* _Exercise data_:
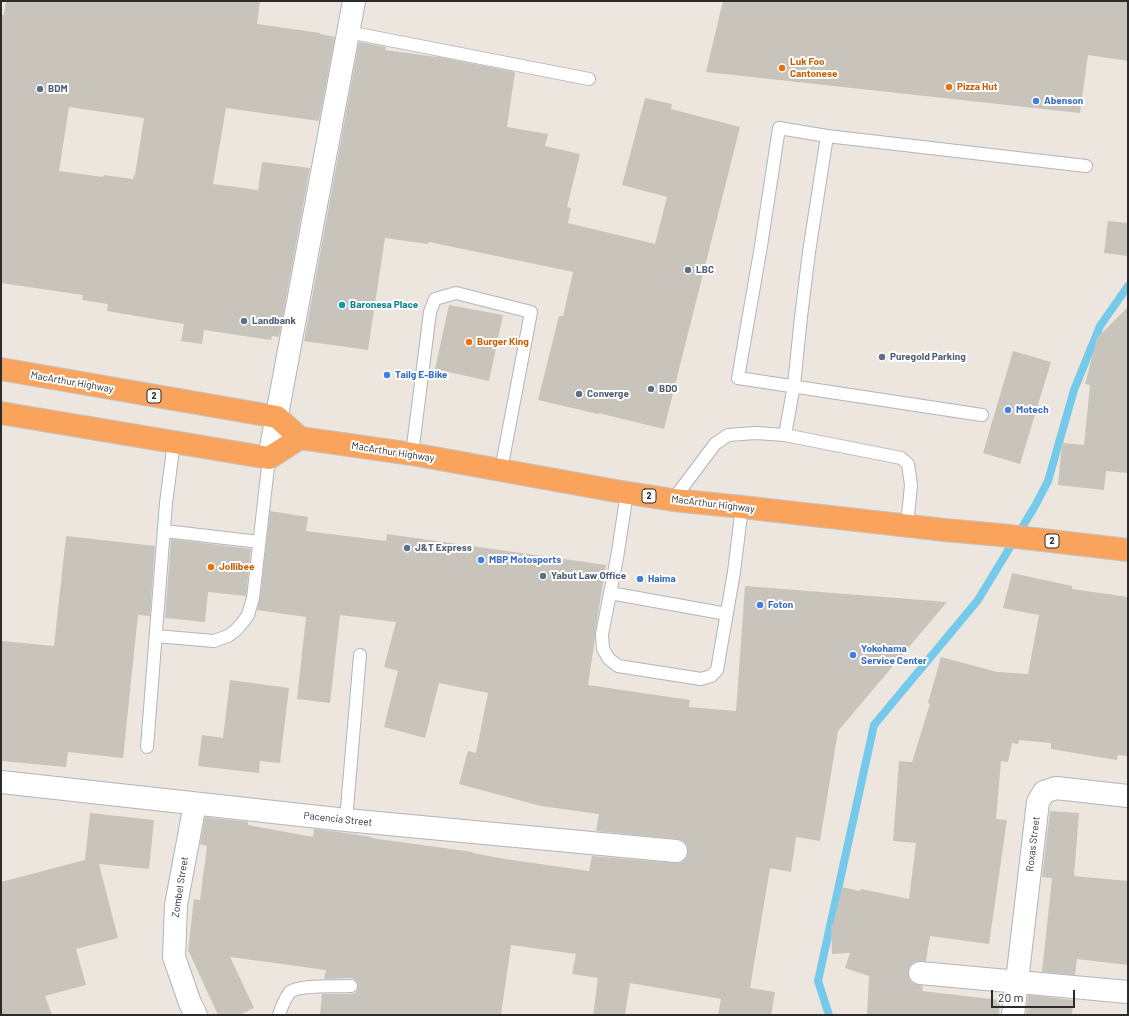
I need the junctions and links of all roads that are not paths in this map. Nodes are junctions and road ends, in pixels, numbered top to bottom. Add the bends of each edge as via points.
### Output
1 (354, 1) edge
2 (348, 32) junction
3 (589, 79) dead end
4 (827, 136) junction
5 (1086, 166) dead end
6 (1, 370) edge
7 (794, 385) junction
8 (1, 413) edge
9 (982, 415) dead end
10 (277, 417) junction
11 (785, 435) junction
12 (300, 438) junction
13 (174, 442) junction
14 (412, 454) junction
15 (270, 458) junction
16 (501, 470) junction
17 (627, 493) junction
18 (673, 500) junction
19 (742, 508) junction
20 (907, 526) junction
21 (165, 531) junction
22 (259, 542) junction
23 (1128, 550) edge
24 (610, 593) junction
25 (727, 614) junction
26 (156, 636) junction
27 (360, 655) dead end
28 (147, 747) dead end
29 (1, 782) edge
30 (1128, 796) edge
31 (195, 804) junction
32 (346, 820) junction
33 (676, 851) dead end
34 (920, 973) dead end
35 (1017, 981) junction
36 (350, 986) dead end
37 (1128, 992) edge
38 (196, 1015) edge
39 (279, 1015) edge
40 (1013, 1015) edge

1 - 2 street
2 - 3 lane
2 - 10 street
4 - 5 lane
4 - 7 lane
4 - 7 lane via 779,128 738,378
6 - 10 highway, MacArthur Highway / 2
7 - 9 lane
7 - 11 lane
8 - 13 highway
10 - 12 highway
10 - 15 street
11 - 18 lane via 728,435 715,444
11 - 20 lane via 901,458 908,464 911,485
12 - 14 highway, MacArthur Highway / 2
12 - 15 highway
13 - 15 highway
13 - 21 lane
14 - 16 highway, MacArthur Highway / 2
14 - 16 lane via 430,312 435,299 456,293 531,312
15 - 22 lane
16 - 17 highway, MacArthur Highway / 2
17 - 18 highway, MacArthur Highway / 2
17 - 24 lane
18 - 19 highway, MacArthur Highway / 2
19 - 20 highway, MacArthur Highway / 2
19 - 25 lane
20 - 23 highway, MacArthur Highway / 2
21 - 22 lane
21 - 26 lane
22 - 26 lane via 253,598 248,615 236,630 214,641
24 - 25 lane
24 - 25 lane via 602,634 603,649 609,659 618,666 701,679 710,676 717,670
26 - 28 lane
27 - 32 lane
29 - 31 street, Pacencia Street
30 - 35 street, Roxas Street via 1056,788 1044,792 1038,802
31 - 32 street, Pacencia Street
31 - 38 street, Zombel Street via 176,905 174,957
32 - 33 street, Pacencia Street
34 - 35 street
35 - 37 street
35 - 40 street, Roxas Street
36 - 39 lane via 305,987 290,992

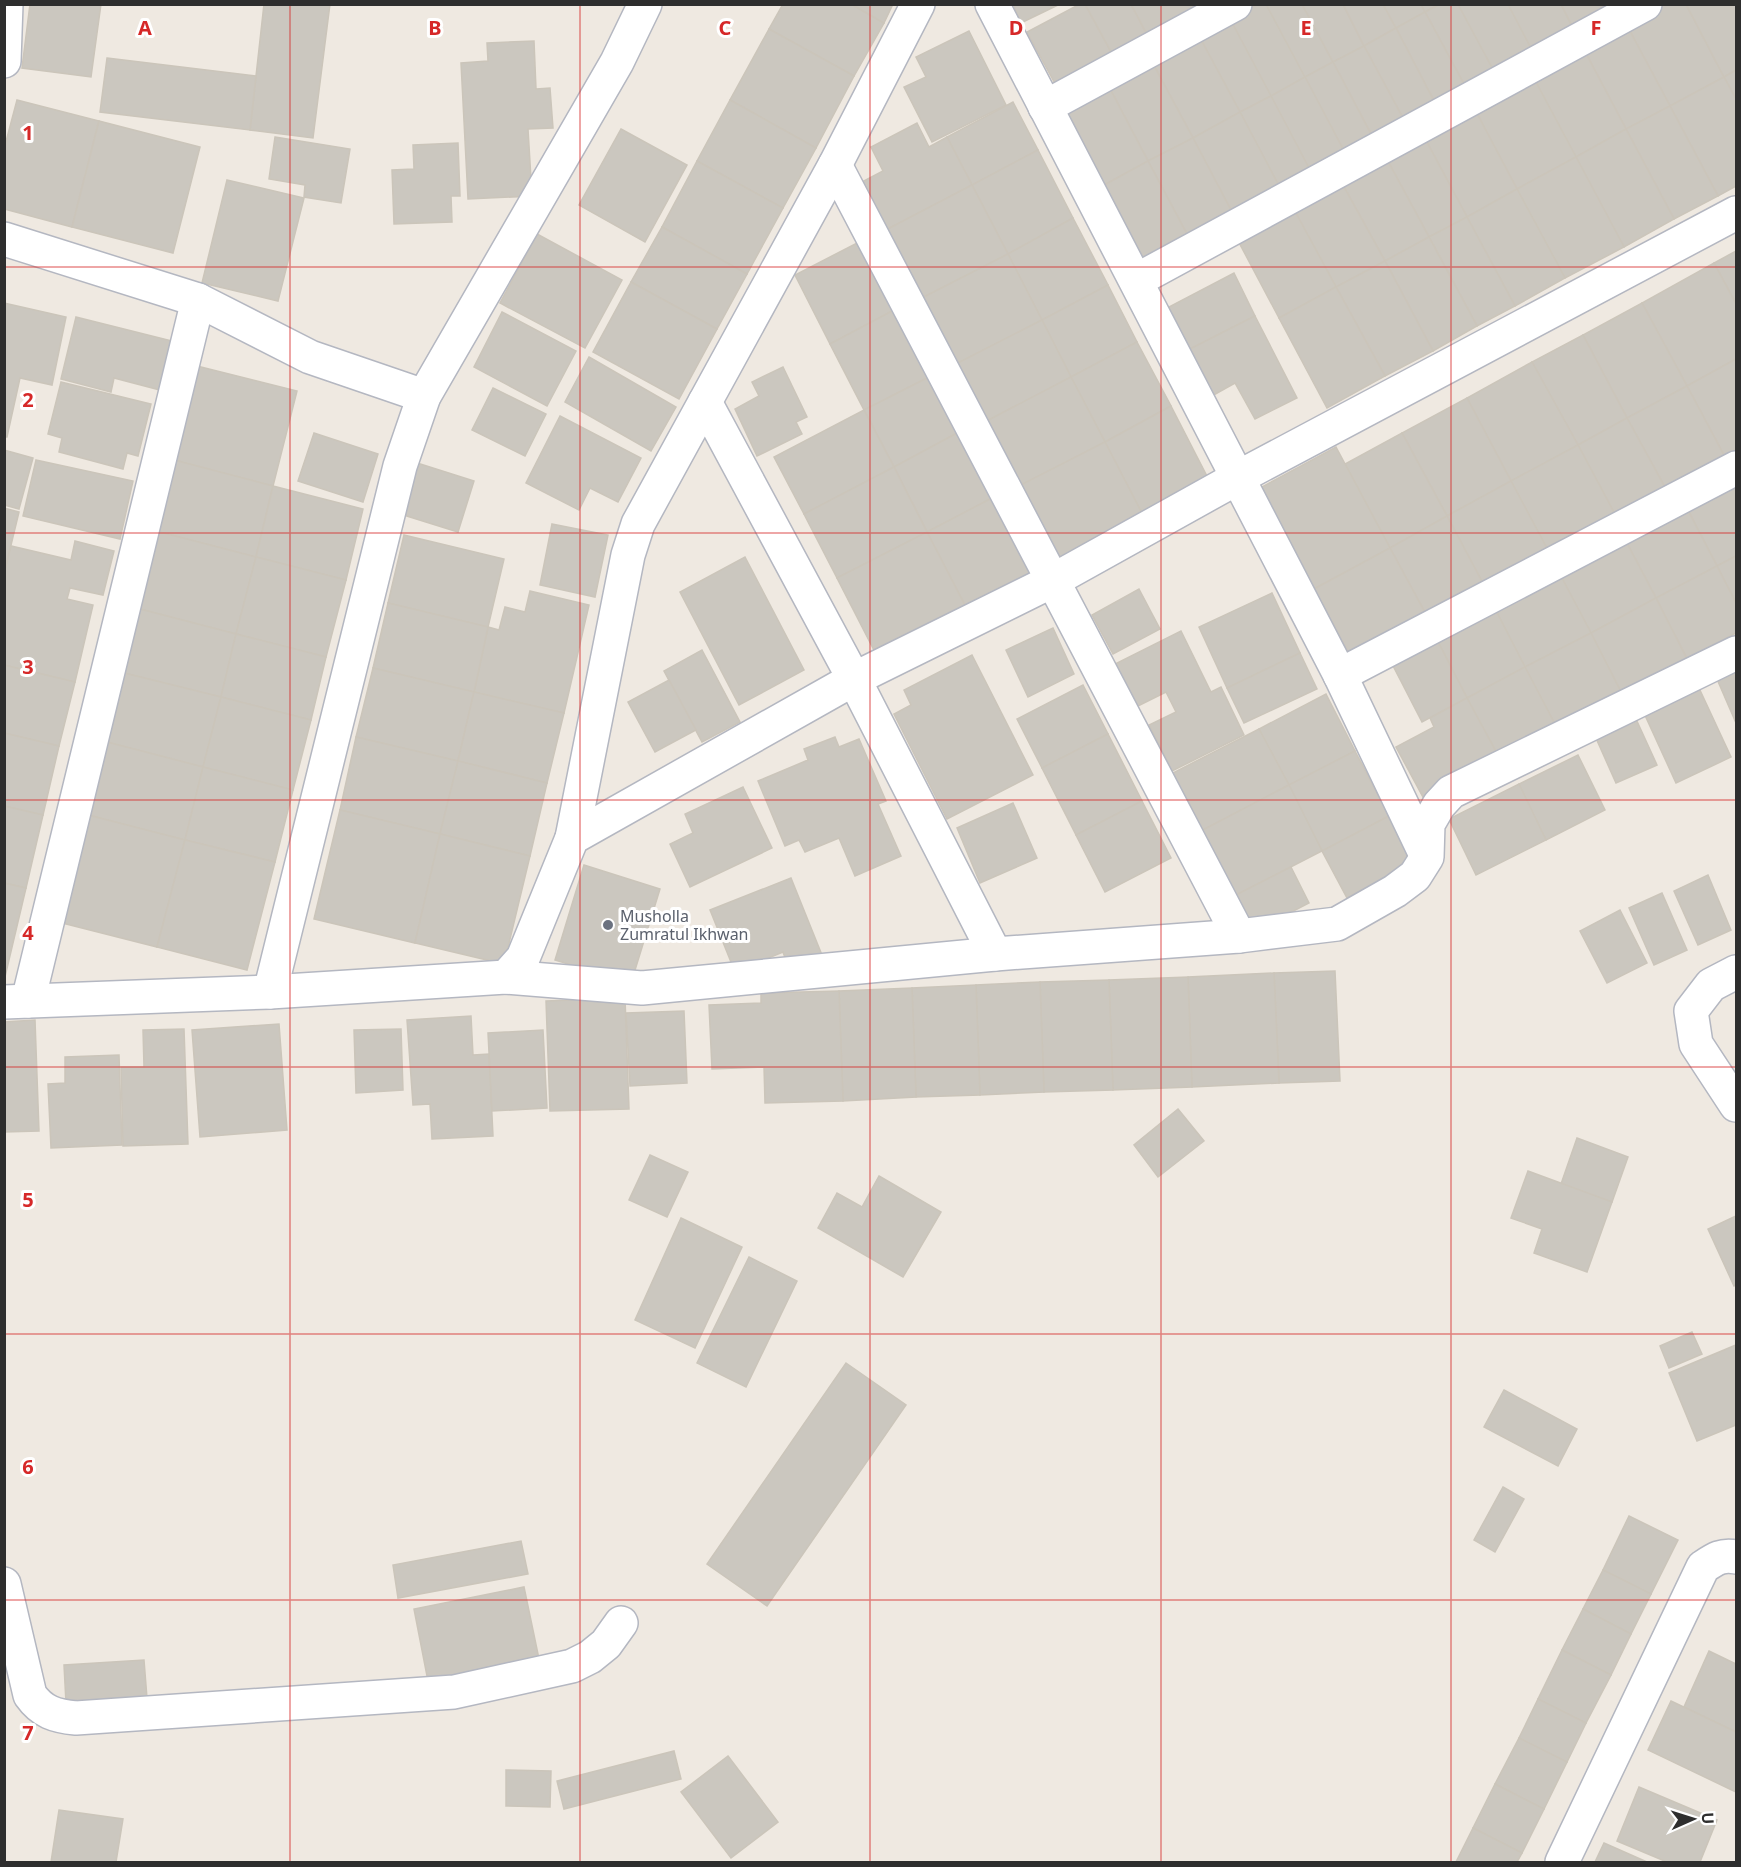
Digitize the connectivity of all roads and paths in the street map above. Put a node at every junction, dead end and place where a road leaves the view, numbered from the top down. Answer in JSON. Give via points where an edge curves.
{"nodes":[{"id":1,"x":6,"y":4,"type":"edge"},
{"id":2,"x":918,"y":4,"type":"edge"},
{"id":3,"x":992,"y":4,"type":"edge"},
{"id":4,"x":1234,"y":4,"type":"edge"},
{"id":5,"x":1645,"y":4,"type":"edge"},
{"id":6,"x":635,"y":6,"type":"edge"},
{"id":7,"x":4,"y":61,"type":"edge"},
{"id":8,"x":1045,"y":107,"type":"junction"},
{"id":9,"x":835,"y":165,"type":"junction"},
{"id":10,"x":1737,"y":213,"type":"edge"},
{"id":11,"x":4,"y":239,"type":"edge"},
{"id":12,"x":1137,"y":280,"type":"junction"},
{"id":13,"x":198,"y":300,"type":"junction"},
{"id":14,"x":424,"y":396,"type":"junction"},
{"id":15,"x":705,"y":402,"type":"junction"},
{"id":16,"x":1737,"y":468,"type":"edge"},
{"id":17,"x":1239,"y":477,"type":"junction"},
{"id":18,"x":1052,"y":581,"type":"junction"},
{"id":19,"x":1737,"y":653,"type":"edge"},
{"id":20,"x":1340,"y":675,"type":"junction"},
{"id":21,"x":854,"y":679,"type":"junction"},
{"id":22,"x":572,"y":838,"type":"junction"},
{"id":23,"x":1427,"y":857,"type":"junction"},
{"id":24,"x":1239,"y":936,"type":"junction"},
{"id":25,"x":995,"y":954,"type":"junction"},
{"id":26,"x":1737,"y":972,"type":"edge"},
{"id":27,"x":506,"y":977,"type":"junction"},
{"id":28,"x":270,"y":992,"type":"junction"},
{"id":29,"x":16,"y":1002,"type":"edge"},
{"id":30,"x":1737,"y":1105,"type":"edge"},
{"id":31,"x":1737,"y":1557,"type":"edge"},
{"id":32,"x":4,"y":1584,"type":"edge"},
{"id":33,"x":621,"y":1623,"type":"dead end"},
{"id":34,"x":1562,"y":1863,"type":"edge"}],
"edges":[{"from":1,"to":7,"type":"street"},
{"from":2,"to":9,"type":"street"},
{"from":3,"to":8,"type":"street"},
{"from":4,"to":8,"type":"street"},
{"from":5,"to":12,"type":"street"},
{"from":6,"to":14,"type":"street","via":[[617,62]]},
{"from":8,"to":12,"type":"street"},
{"from":9,"to":15,"type":"street"},
{"from":9,"to":18,"type":"street"},
{"from":10,"to":17,"type":"street"},
{"from":11,"to":13,"type":"street"},
{"from":12,"to":17,"type":"street"},
{"from":13,"to":14,"type":"street","via":[[310,357]]},
{"from":13,"to":29,"type":"street"},
{"from":14,"to":28,"type":"street","via":[[400,466]]},
{"from":15,"to":21,"type":"street"},
{"from":15,"to":22,"type":"street","via":[[653,493],[628,555]]},
{"from":16,"to":20,"type":"street"},
{"from":17,"to":18,"type":"street"},
{"from":17,"to":20,"type":"street"},
{"from":18,"to":21,"type":"street"},
{"from":18,"to":24,"type":"street"},
{"from":19,"to":23,"type":"street","via":[[1451,792],[1428,824]]},
{"from":20,"to":23,"type":"street"},
{"from":21,"to":22,"type":"street"},
{"from":21,"to":25,"type":"street"},
{"from":22,"to":27,"type":"street","via":[[523,958]]},
{"from":23,"to":24,"type":"street","via":[[1415,876],[1395,891],[1337,924]]},
{"from":24,"to":25,"type":"street"},
{"from":25,"to":27,"type":"street","via":[[642,987]]},
{"from":26,"to":30,"type":"street","via":[[1711,985],[1691,1011],[1696,1044]]},
{"from":27,"to":28,"type":"street"},
{"from":28,"to":29,"type":"street"},
{"from":31,"to":34,"type":"street","via":[[1718,1557],[1702,1567]]},
{"from":32,"to":33,"type":"street","via":[[30,1695],[47,1712],[76,1718],[454,1692],[572,1666],[606,1644]]}]}
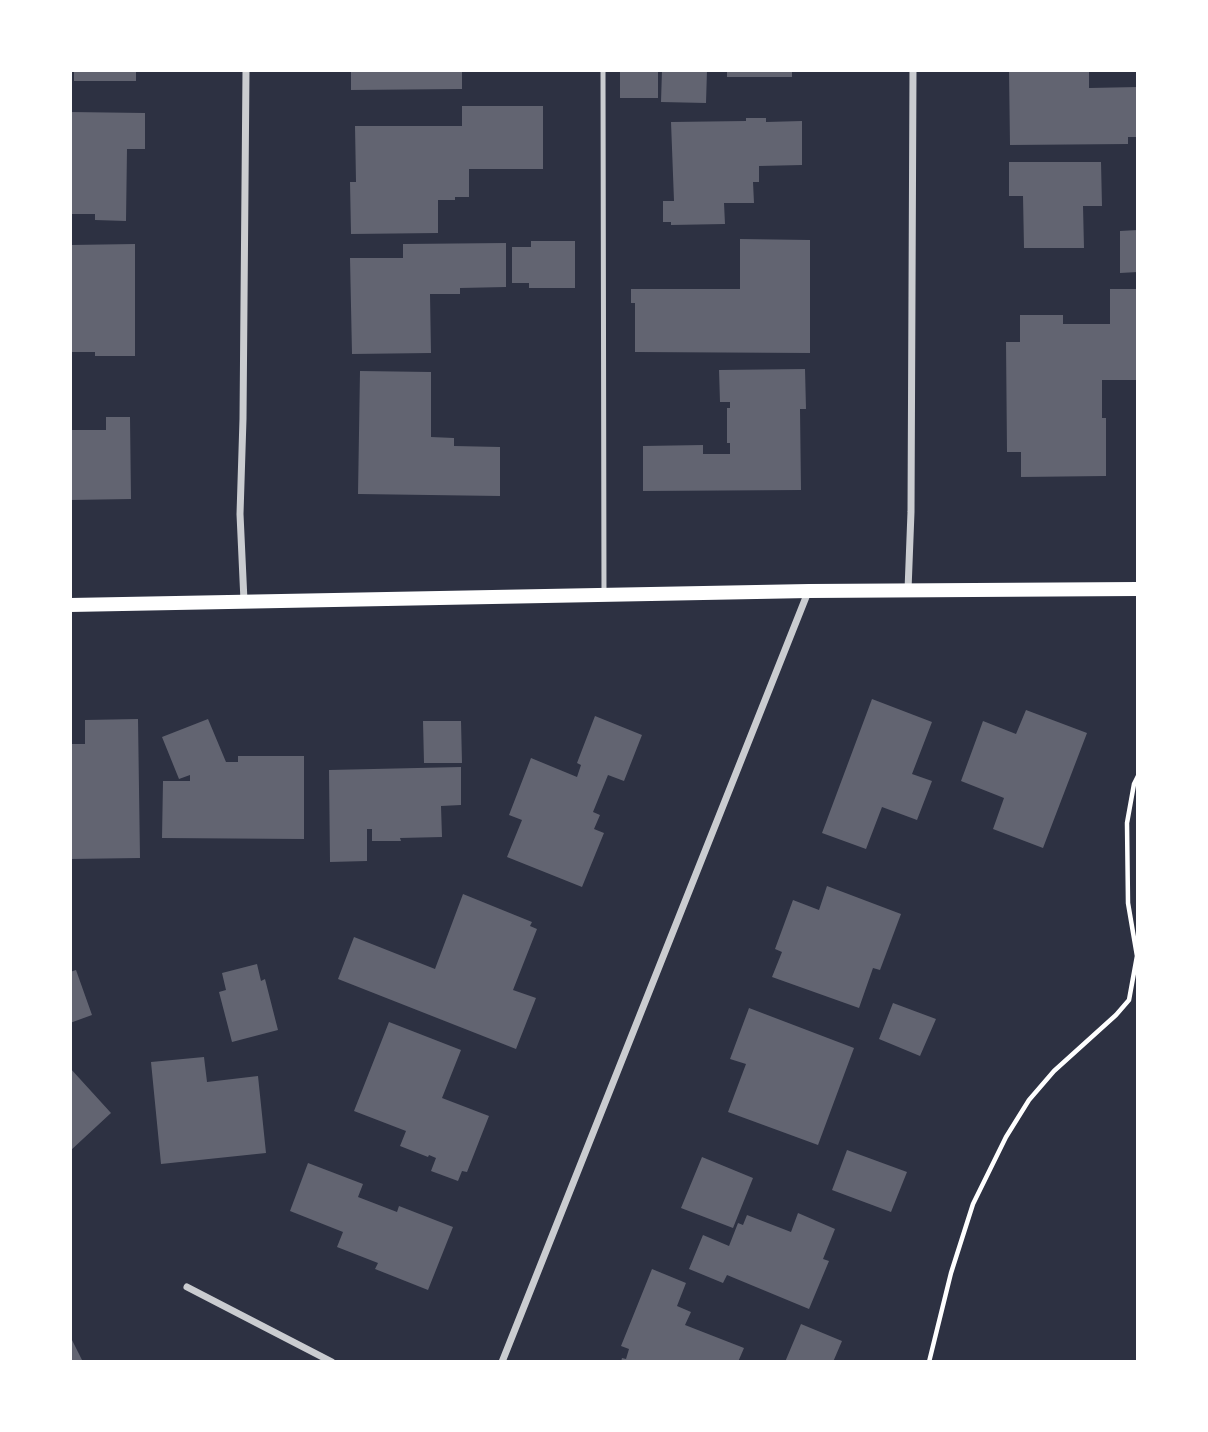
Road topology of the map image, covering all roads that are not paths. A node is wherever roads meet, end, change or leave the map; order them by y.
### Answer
1 (246, 70) edge
2 (603, 70) edge
3 (913, 70) edge
4 (1138, 589) edge
5 (809, 590) junction
6 (908, 590) junction
7 (604, 594) junction
8 (244, 601) junction
9 (70, 605) edge
10 (187, 1287) dead end
11 (332, 1362) edge
12 (502, 1362) edge

1 - 8 street
2 - 7 lane
3 - 6 street
4 - 6 main road
5 - 6 main road
5 - 7 main road
5 - 12 street
7 - 8 main road
8 - 9 main road
10 - 11 street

* _Your task_: Select every line above that contains the word "main", and copy it.

* _Reply to the task_:
4 - 6 main road
5 - 6 main road
5 - 7 main road
7 - 8 main road
8 - 9 main road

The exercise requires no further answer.